**Source records**:
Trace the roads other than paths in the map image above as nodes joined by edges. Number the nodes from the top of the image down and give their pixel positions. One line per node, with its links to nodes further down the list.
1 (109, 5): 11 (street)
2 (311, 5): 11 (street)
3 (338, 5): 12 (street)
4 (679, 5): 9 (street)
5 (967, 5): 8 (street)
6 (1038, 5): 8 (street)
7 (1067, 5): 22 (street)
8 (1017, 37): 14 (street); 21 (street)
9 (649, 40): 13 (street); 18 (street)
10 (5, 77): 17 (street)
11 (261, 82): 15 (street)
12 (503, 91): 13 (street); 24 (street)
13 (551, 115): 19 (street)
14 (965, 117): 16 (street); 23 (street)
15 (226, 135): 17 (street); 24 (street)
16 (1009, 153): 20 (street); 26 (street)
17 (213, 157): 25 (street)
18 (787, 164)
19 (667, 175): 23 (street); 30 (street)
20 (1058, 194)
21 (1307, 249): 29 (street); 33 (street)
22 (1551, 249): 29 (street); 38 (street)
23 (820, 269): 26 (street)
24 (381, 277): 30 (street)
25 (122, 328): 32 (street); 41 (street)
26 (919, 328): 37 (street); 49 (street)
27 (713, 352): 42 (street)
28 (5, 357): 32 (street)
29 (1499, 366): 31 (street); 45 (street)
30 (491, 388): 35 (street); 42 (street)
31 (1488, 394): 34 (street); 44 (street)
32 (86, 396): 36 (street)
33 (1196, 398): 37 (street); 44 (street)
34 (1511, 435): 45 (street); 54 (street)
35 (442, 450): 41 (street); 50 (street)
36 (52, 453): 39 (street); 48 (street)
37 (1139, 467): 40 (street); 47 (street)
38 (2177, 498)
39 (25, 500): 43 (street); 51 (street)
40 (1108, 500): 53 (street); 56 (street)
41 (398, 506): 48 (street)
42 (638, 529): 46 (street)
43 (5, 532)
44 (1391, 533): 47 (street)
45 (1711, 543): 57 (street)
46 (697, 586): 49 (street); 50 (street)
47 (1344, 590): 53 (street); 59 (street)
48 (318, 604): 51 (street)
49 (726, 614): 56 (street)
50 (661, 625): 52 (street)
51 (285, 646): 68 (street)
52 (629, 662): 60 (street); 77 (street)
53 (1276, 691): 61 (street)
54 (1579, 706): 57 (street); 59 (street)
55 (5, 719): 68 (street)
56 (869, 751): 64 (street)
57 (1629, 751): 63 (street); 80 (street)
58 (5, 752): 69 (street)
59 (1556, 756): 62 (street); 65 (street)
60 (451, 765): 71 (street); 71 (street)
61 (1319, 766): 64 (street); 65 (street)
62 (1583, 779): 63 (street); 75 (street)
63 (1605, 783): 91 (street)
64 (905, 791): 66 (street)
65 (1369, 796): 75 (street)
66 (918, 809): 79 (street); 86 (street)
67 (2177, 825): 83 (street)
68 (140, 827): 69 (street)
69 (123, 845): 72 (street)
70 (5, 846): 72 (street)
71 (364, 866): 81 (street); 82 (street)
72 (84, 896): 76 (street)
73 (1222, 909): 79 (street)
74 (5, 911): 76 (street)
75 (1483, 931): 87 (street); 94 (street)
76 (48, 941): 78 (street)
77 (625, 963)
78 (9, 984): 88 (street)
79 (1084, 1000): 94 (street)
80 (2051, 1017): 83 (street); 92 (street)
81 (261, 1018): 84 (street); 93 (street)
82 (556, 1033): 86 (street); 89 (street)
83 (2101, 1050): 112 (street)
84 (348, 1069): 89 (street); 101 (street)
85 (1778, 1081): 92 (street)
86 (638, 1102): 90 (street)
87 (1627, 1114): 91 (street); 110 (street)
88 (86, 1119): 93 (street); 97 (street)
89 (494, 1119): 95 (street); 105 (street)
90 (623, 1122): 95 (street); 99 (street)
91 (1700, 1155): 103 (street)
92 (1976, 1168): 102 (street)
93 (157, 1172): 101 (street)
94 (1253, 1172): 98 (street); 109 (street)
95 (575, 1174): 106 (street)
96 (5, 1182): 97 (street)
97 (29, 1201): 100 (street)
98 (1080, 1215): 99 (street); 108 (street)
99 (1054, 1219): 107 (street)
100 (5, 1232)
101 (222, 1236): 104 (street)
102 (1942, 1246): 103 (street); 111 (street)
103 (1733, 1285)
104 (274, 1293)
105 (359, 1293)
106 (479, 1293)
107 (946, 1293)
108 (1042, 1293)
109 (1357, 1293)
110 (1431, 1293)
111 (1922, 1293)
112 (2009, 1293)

**Your instructions**: What is needed is an exact copy of all the entries.

**Your solution**:
Trace the roads other than paths in the map image above as nodes joined by edges. Number the nodes from the top of the image down and give their pixel positions. One line per node, with its links to nodes further down the list.
1 (109, 5): 11 (street)
2 (311, 5): 11 (street)
3 (338, 5): 12 (street)
4 (679, 5): 9 (street)
5 (967, 5): 8 (street)
6 (1038, 5): 8 (street)
7 (1067, 5): 22 (street)
8 (1017, 37): 14 (street); 21 (street)
9 (649, 40): 13 (street); 18 (street)
10 (5, 77): 17 (street)
11 (261, 82): 15 (street)
12 (503, 91): 13 (street); 24 (street)
13 (551, 115): 19 (street)
14 (965, 117): 16 (street); 23 (street)
15 (226, 135): 17 (street); 24 (street)
16 (1009, 153): 20 (street); 26 (street)
17 (213, 157): 25 (street)
18 (787, 164)
19 (667, 175): 23 (street); 30 (street)
20 (1058, 194)
21 (1307, 249): 29 (street); 33 (street)
22 (1551, 249): 29 (street); 38 (street)
23 (820, 269): 26 (street)
24 (381, 277): 30 (street)
25 (122, 328): 32 (street); 41 (street)
26 (919, 328): 37 (street); 49 (street)
27 (713, 352): 42 (street)
28 (5, 357): 32 (street)
29 (1499, 366): 31 (street); 45 (street)
30 (491, 388): 35 (street); 42 (street)
31 (1488, 394): 34 (street); 44 (street)
32 (86, 396): 36 (street)
33 (1196, 398): 37 (street); 44 (street)
34 (1511, 435): 45 (street); 54 (street)
35 (442, 450): 41 (street); 50 (street)
36 (52, 453): 39 (street); 48 (street)
37 (1139, 467): 40 (street); 47 (street)
38 (2177, 498)
39 (25, 500): 43 (street); 51 (street)
40 (1108, 500): 53 (street); 56 (street)
41 (398, 506): 48 (street)
42 (638, 529): 46 (street)
43 (5, 532)
44 (1391, 533): 47 (street)
45 (1711, 543): 57 (street)
46 (697, 586): 49 (street); 50 (street)
47 (1344, 590): 53 (street); 59 (street)
48 (318, 604): 51 (street)
49 (726, 614): 56 (street)
50 (661, 625): 52 (street)
51 (285, 646): 68 (street)
52 (629, 662): 60 (street); 77 (street)
53 (1276, 691): 61 (street)
54 (1579, 706): 57 (street); 59 (street)
55 (5, 719): 68 (street)
56 (869, 751): 64 (street)
57 (1629, 751): 63 (street); 80 (street)
58 (5, 752): 69 (street)
59 (1556, 756): 62 (street); 65 (street)
60 (451, 765): 71 (street); 71 (street)
61 (1319, 766): 64 (street); 65 (street)
62 (1583, 779): 63 (street); 75 (street)
63 (1605, 783): 91 (street)
64 (905, 791): 66 (street)
65 (1369, 796): 75 (street)
66 (918, 809): 79 (street); 86 (street)
67 (2177, 825): 83 (street)
68 (140, 827): 69 (street)
69 (123, 845): 72 (street)
70 (5, 846): 72 (street)
71 (364, 866): 81 (street); 82 (street)
72 (84, 896): 76 (street)
73 (1222, 909): 79 (street)
74 (5, 911): 76 (street)
75 (1483, 931): 87 (street); 94 (street)
76 (48, 941): 78 (street)
77 (625, 963)
78 (9, 984): 88 (street)
79 (1084, 1000): 94 (street)
80 (2051, 1017): 83 (street); 92 (street)
81 (261, 1018): 84 (street); 93 (street)
82 (556, 1033): 86 (street); 89 (street)
83 (2101, 1050): 112 (street)
84 (348, 1069): 89 (street); 101 (street)
85 (1778, 1081): 92 (street)
86 (638, 1102): 90 (street)
87 (1627, 1114): 91 (street); 110 (street)
88 (86, 1119): 93 (street); 97 (street)
89 (494, 1119): 95 (street); 105 (street)
90 (623, 1122): 95 (street); 99 (street)
91 (1700, 1155): 103 (street)
92 (1976, 1168): 102 (street)
93 (157, 1172): 101 (street)
94 (1253, 1172): 98 (street); 109 (street)
95 (575, 1174): 106 (street)
96 (5, 1182): 97 (street)
97 (29, 1201): 100 (street)
98 (1080, 1215): 99 (street); 108 (street)
99 (1054, 1219): 107 (street)
100 (5, 1232)
101 (222, 1236): 104 (street)
102 (1942, 1246): 103 (street); 111 (street)
103 (1733, 1285)
104 (274, 1293)
105 (359, 1293)
106 (479, 1293)
107 (946, 1293)
108 (1042, 1293)
109 (1357, 1293)
110 (1431, 1293)
111 (1922, 1293)
112 (2009, 1293)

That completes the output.